One cousin had the door slammed in his face, one found that his old
house had been converted into a school. But the third, Bashir, was met
at the door by a young woman named Dalia, who invited him in...
This poignant encounter is the starting point for the story of two
families - one Arab, one Jewish - which spans the fraught modern
history of the region. In the lemon tree his father planted in the
backyard of his childhood home, Bashir sees a symbol of occupation;
Dalia, who arrived in 1948 as an infant with her family, as a fugitive
from Bulgaria, sees hope for a people devastated by the Holocaust.

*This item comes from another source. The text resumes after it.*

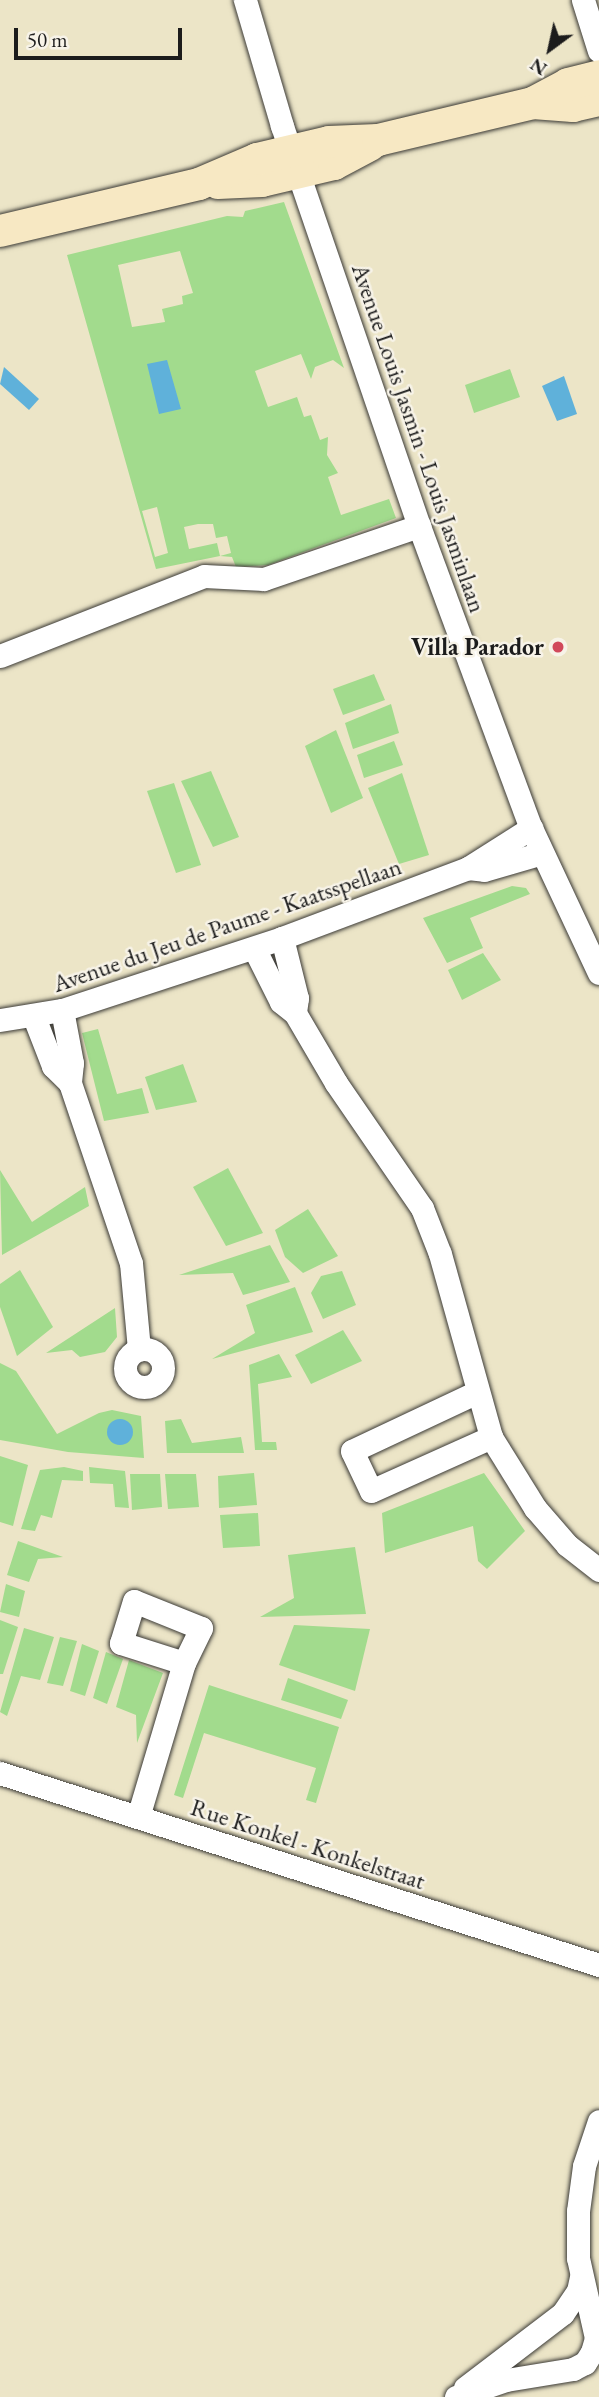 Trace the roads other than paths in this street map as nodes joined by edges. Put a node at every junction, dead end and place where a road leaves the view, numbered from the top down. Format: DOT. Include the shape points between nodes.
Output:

Both are inevitably swept up in the fates of their people and the
stories of their lives form a microcosm of more than half a century of
Israeli-Palestinian history.
What began as a simple meeting between two young people grew into a
dialogue lasting four decades. The Lemon Tree offers a much
needed human perspective on this seemingly intractable conflict and
reminds us not only of all that is at stake, but also of all that is possible.
Sandy Tolan is a journalist, teacher and documentary radio producer
and has reported from more than 30 countries, particularly in the Middle
East. He has produced dozens of radio documentaries and has written for
newspapers and magazines including the
New York Times
and
USA Today
. He now teaches international reporting at the Graduate School of
Journalism at the University of California at Berkeley.